Noite de Insónia (4:09 am)

Nas grandes horas em que a insónia avulta
Como um novo universo doloroso,
E a mente é clara com um ser que insulta
O uso confuso com que o dia é ocioso,

Cismo, embebido em sombras de repouso
Onde habitam fantasmas e a alma é oculta,
Em quanto errei e quanto ou dor ou gozo
Me farão nada, como frase estulta.

Cismo, cheio de nada, e a noite é tudo.

Fernando Pessoa

Noite de Insónia (3:23 am)

umas vezes falavas-me dos rios
e densas cicatrizes
e o sangue
procedia

outras vezes velava-te uma lâmpada
de faias e de enigmas
e a sombra
repousava

outras vezes o barro
originava
uma erupção de insónia recidiva
no gume do incêndio onde jazias

nessas vezes a água do teu riso
abria nos meus pulsos uma rosa
e eu entontecia

Carlos Nogueira Fino

Noite de Insónia (2:59 am)

De vez em quando a insónia vibra com a nitidez dos sinos, dos cristais.E então, das duas uma : partem -se ou não se partem as cordas tensas da sua harpa insuportável.

No segundo caso, o homem que não dorme pensa:"o melhor é voltar-me para o lado esquerdo e assim,deslocando todo o peso do sangue sobre a metade mais gasta do meu corpo,esmagar o coração."

Carlos de Oliveira

Noite de Insónia (2:11 am)

As palavras que escrevo correndo
entre a limalha. A tua boca como um buraco luminoso,
arterial.
E o grande lugar anatómico em que pulsas como um lençol lavrado.
A paixão é voraz, o silêncio
alimenta-se
fixamente de mel envenenado. E eu escrevo-te
toda
no cometa que te envolve as ancas como um beijo.
Os dias côncavos, os quartos alagados, as noites que crescem
nos quartos.

É de ouro a paisagem que nasce: eu torço-a
entre os braços. E há roupas vivas, o imóvel
relâmpago das frutas. O incêndio atrás das noites corta
pelo meio
o abraço da nossa morte. Os fulcros das caras
um pouco loucas
engolfadas, entre as mãos sumptuosas.
A doçura mata.
A luz salta às golfadas.
A terra é alta.
Tu és o nó de sangue que me sufoca.
Dormes na minha insónia como o aroma entre os tendões
da madeira fria. És uma faca cravada na minha
vida secreta. E como estrelas
duplas
consanguíneas, luzimos de um para o outro
nas trevas.

Herberto Helder

Noite De Insónia (2:10 am)

Não durmo, nem espero dormir.
Nem na morte espero dormir.

Espera-me uma insónia da largura dos astros,
E um bocejo inútil do comprimento do mundo.

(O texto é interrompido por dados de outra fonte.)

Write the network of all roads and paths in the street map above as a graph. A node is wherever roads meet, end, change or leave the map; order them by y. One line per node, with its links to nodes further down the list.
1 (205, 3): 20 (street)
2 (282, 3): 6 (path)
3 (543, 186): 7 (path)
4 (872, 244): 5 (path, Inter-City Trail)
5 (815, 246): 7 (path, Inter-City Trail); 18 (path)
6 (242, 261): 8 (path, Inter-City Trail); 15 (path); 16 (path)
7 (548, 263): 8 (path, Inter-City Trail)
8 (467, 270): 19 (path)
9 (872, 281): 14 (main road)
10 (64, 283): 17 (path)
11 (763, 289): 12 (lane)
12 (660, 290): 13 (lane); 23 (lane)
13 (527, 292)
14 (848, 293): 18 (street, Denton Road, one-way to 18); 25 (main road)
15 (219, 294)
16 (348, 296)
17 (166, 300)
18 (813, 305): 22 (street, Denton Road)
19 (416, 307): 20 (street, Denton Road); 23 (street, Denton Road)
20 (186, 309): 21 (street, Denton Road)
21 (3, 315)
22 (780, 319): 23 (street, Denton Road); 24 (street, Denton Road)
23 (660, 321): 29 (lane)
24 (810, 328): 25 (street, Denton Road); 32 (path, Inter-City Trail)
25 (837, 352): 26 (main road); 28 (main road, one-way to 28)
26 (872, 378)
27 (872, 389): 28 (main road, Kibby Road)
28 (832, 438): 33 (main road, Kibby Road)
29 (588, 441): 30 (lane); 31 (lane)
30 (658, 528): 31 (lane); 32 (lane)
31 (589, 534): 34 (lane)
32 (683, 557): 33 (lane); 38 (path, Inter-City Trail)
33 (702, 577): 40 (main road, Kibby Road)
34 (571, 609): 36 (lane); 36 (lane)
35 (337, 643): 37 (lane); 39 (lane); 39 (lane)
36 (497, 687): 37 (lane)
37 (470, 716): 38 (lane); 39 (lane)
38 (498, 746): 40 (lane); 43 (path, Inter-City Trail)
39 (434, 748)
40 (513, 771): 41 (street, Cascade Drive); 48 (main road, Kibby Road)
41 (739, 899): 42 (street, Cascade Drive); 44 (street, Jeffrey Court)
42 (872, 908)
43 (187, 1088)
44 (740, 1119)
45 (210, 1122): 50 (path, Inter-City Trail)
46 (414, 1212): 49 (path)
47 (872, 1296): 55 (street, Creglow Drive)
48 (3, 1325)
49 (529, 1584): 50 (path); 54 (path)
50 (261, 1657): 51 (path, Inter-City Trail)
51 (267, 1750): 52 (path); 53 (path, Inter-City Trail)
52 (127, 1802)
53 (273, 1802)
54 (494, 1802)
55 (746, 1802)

Não durmo; não posso ler quando acordo de noite,
Não posso escrever quando acordo de noite,
Não posso pensar quando acordo de noite —
Meu Deus, nem posso sonhar quando acordo de noite!

Ah, o ópio de ser outra pessoa qualquer!

Não durmo, jazo, cadáver acordado, sentindo,
E o meu sentimento é um pensamento vazio.
Passam por mim, transtornadas, coisas que me sucederam —
Todas aquelas de que me arrependo e me culpo —;
Passam por mim, transtornadas, coisas que me não sucederam —
Todas aquelas de que me arrependo e me culpo —;
Passam por mim, transtornadas, coisas que não são nada,
E até dessas me arrependo, me culpo, e não durmo.

Não tenho força para ter energia para acender um cigarro.
Fito a parede fronteira do quarto como se fosse o universo.
Lá fora há o silêncio dessa coisa toda.
Um grande silêncio apavorante noutra ocasião qualquer,
Noutra ocasião qualquer em que eu pudesse sentir.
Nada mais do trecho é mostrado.